Leschi-area couple honors the origins of a 1930s setting while adding textural foliage plants and flowering shrubs for bouquets.
OLD SEATTLE is alive and blooming in Scott and Margy Samuelson’s Leschi-area garden. They are only the second owners of their 1930s-era home, and even the wallpaper and light fixtures are original to the gracious brick Tudor overlooking Lake Washington.
Outside, much of the old garden remains intact, from the spreading deciduous magnolia that dominates the backyard to the handsome stone walkways and imposing outdoor fireplace. The original owner of the house was a serious gardener who left behind not only her kids’ playhouse (now a garden shed) but also the mature hydrangeas, camellias, cotoneaster and rhododendrons that form the bones of the garden. The Samuelsons even added in a little more local history with a fragment of architectural arch salvaged from Seattle’s old Fox Music Hall Theatre.

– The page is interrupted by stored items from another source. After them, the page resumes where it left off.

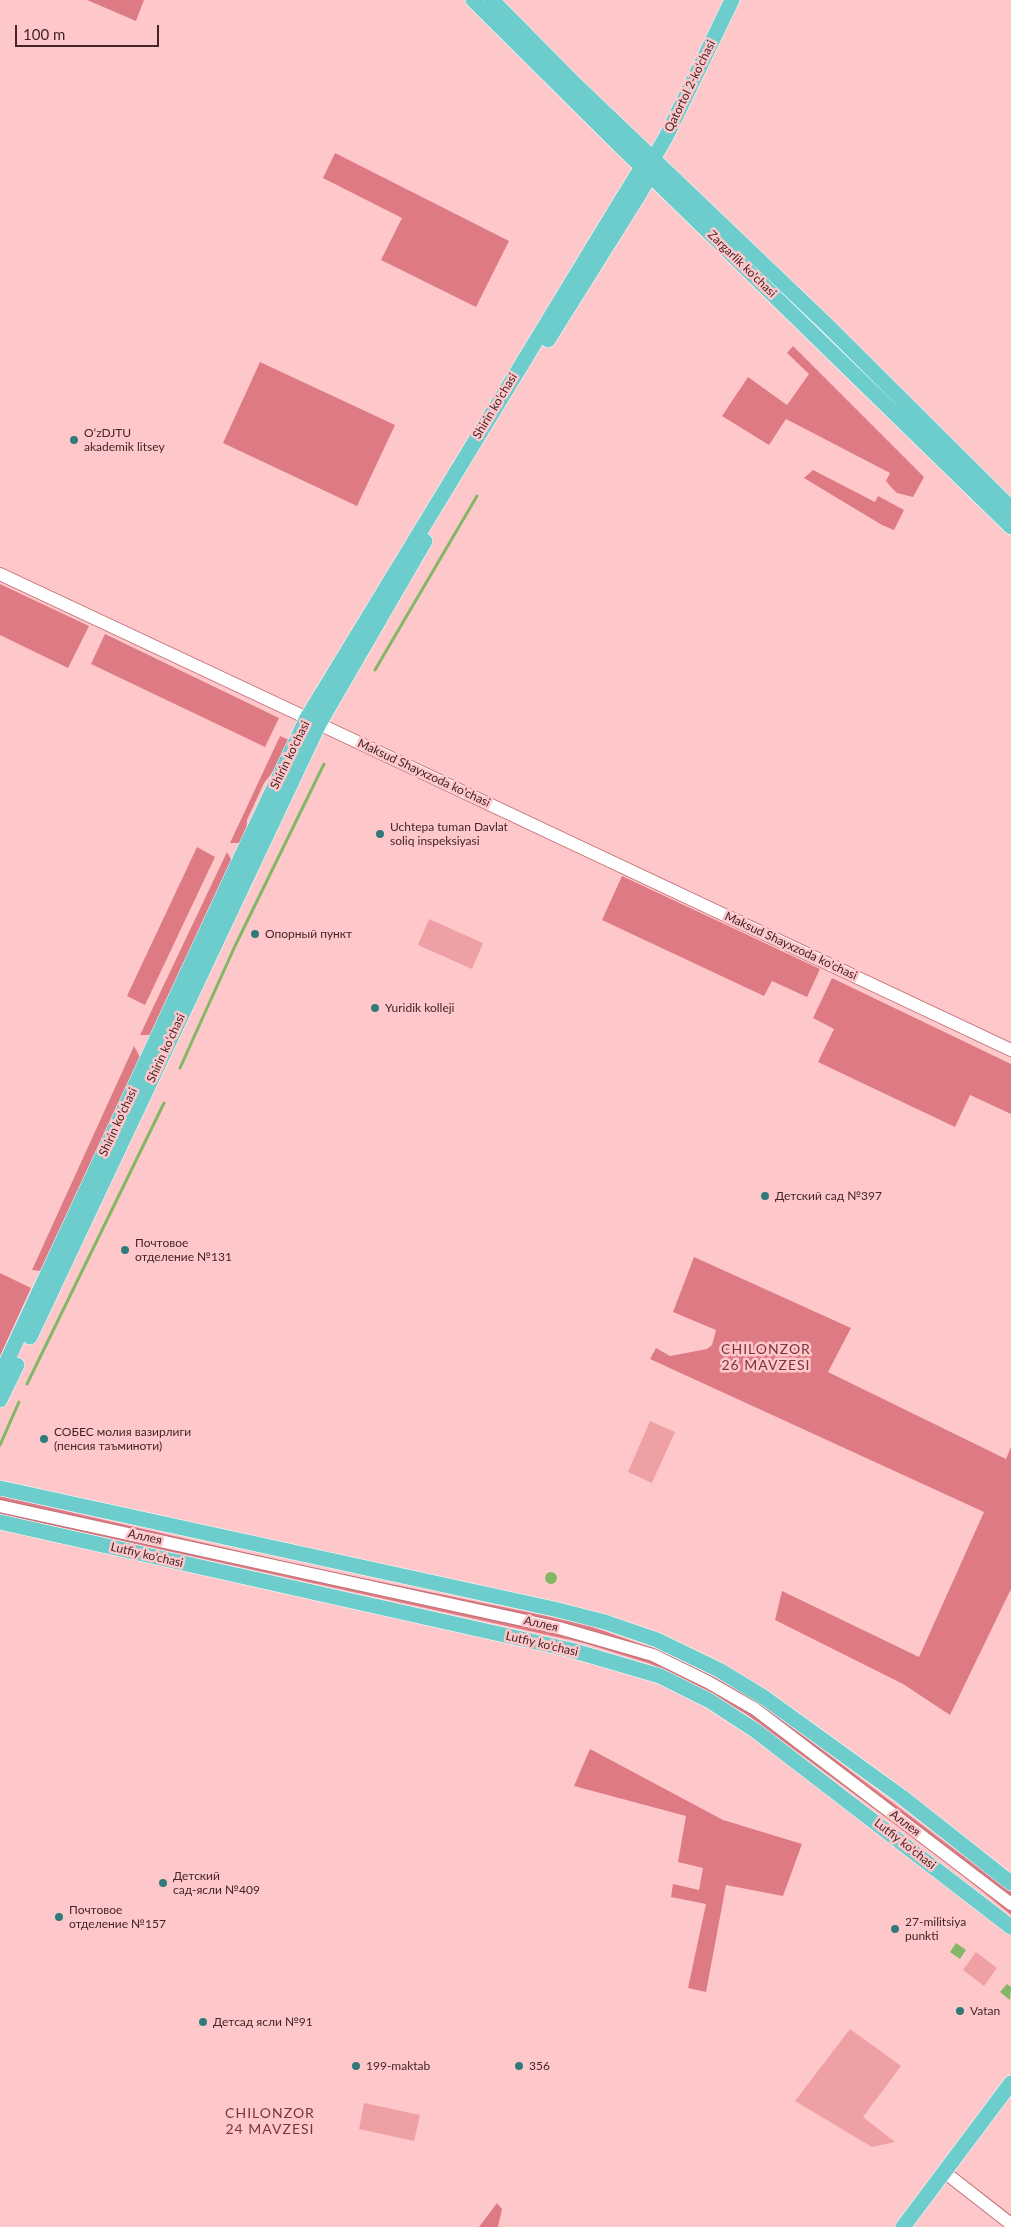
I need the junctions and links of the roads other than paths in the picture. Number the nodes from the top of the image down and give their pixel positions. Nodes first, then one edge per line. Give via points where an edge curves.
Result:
1 (473, 0) edge
2 (492, 0) edge
3 (732, 0) edge
4 (648, 167) junction
5 (1011, 508) edge
6 (1011, 527) edge
7 (0, 574) edge
8 (313, 721) junction
9 (1011, 1050) edge
10 (70, 1239) junction
11 (0, 1376) edge
12 (0, 1400) edge
13 (0, 1488) edge
14 (0, 1506) edge
15 (0, 1522) edge
16 (1011, 1883) edge
17 (1011, 1904) edge
18 (1011, 1927) edge
19 (1011, 2083) edge
20 (1011, 2100) edge
21 (952, 2178) junction
22 (1011, 2224) edge
23 (903, 2227) edge
24 (914, 2227) edge

1 - 4 main road, Zargarlik ko'chasi
2 - 4 main road, Zargarlik ko'chasi via 575,84
3 - 4 main road, Qatortol 2-ko'chasi via 678,114
4 - 5 main road, Zargarlik ko'chasi via 827,325
4 - 6 main road, Zargarlik ko'chasi
4 - 8 main road, Shirin ko'chasi
7 - 8 street, Maksud Shayxzoda ko'chasi
8 - 9 street, Maksud Shayxzoda ko'chasi
8 - 10 main road, Shirin ko'chasi
10 - 11 main road, Shirin ko'chasi
10 - 12 main road
13 - 16 main road via 554,1609 616,1625 656,1640 719,1670 765,1698 902,1797
14 - 17 street, Аллея via 559,1628 653,1655 755,1709
15 - 18 main road, Lutfiy ko'chasi via 571,1650 660,1676 710,1701 756,1732
19 - 23 main road
20 - 21 main road
21 - 22 street
21 - 24 main road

The property runs from the street in front to the street behind, with the entry leading in through the back garden gate. The view of the lake, the I-90 bridge, Christmas ships and hydroplanes is out front, and it’s here the couple made the most changes to the garden: They fenced in an area for their two Scotties to play and added a new river-rock aggregate terrace and steps, garnished with pots holding dark-leafed, hot-pink-flowering loropetalum. But when the Samuelsons want to sit outdoors in the summer, they forego the view for the back garden, where the vast magnolia casts dappled shade and the old brick terrace and river-rock fireplace hold pride of place.

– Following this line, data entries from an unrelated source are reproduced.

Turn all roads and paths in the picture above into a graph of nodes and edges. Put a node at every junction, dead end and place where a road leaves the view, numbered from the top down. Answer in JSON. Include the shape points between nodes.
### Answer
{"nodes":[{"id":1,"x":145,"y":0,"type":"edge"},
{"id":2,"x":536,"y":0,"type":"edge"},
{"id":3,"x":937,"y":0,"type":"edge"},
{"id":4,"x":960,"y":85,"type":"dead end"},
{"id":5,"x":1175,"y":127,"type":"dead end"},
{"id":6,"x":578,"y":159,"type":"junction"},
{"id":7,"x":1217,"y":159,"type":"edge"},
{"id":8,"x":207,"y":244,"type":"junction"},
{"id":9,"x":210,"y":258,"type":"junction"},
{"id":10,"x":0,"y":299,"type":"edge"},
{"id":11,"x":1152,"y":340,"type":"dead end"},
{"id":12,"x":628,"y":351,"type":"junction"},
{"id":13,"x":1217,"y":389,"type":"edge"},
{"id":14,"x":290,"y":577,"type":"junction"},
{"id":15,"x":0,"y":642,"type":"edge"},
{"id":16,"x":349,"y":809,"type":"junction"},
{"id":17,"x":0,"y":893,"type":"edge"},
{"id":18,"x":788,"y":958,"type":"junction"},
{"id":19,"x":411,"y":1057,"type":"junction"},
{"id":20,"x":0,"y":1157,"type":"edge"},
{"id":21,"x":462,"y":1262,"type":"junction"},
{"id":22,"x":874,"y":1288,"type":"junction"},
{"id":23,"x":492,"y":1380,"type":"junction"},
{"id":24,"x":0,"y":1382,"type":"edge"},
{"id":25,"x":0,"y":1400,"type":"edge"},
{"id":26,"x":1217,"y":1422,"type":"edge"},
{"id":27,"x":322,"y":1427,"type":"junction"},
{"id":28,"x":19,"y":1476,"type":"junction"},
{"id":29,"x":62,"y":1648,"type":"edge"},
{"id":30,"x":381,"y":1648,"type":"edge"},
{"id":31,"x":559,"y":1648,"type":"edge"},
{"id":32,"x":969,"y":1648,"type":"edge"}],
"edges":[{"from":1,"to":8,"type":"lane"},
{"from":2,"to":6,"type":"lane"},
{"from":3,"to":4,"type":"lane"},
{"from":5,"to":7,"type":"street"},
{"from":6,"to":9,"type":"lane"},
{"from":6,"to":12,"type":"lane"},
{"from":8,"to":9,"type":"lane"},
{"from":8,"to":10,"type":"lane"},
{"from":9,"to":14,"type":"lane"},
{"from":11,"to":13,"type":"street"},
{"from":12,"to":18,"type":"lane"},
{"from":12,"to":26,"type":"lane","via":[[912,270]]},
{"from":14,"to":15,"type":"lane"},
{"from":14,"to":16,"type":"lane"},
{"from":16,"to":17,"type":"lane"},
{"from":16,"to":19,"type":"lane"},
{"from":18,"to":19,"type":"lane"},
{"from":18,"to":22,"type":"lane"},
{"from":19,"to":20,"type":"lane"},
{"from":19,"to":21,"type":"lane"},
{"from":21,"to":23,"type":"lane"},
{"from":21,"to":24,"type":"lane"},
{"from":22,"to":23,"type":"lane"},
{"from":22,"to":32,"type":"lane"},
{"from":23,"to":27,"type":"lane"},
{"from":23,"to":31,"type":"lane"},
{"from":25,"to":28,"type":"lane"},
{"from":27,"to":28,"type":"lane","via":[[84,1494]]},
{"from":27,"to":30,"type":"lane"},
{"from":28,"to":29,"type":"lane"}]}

Margy, the gardener in the family, has kept the place’s old plantings and infrastructure pretty much intact. As a florist who started Toppers at the Four Seasons hotel in Seattle many years ago, she appreciates the mature magnolia and viburnum foliage that came with the house. Her style, then and now, is naturalistic, influenced by English gardens, with an emphasis on texture. Now Margy does flower arranging for weddings, and for her own enjoyment. And since she and Scott bought the property 16 years ago, she’s been adding more textural foliage plants and flowering shrubs to cut for bouquets and more bouquets.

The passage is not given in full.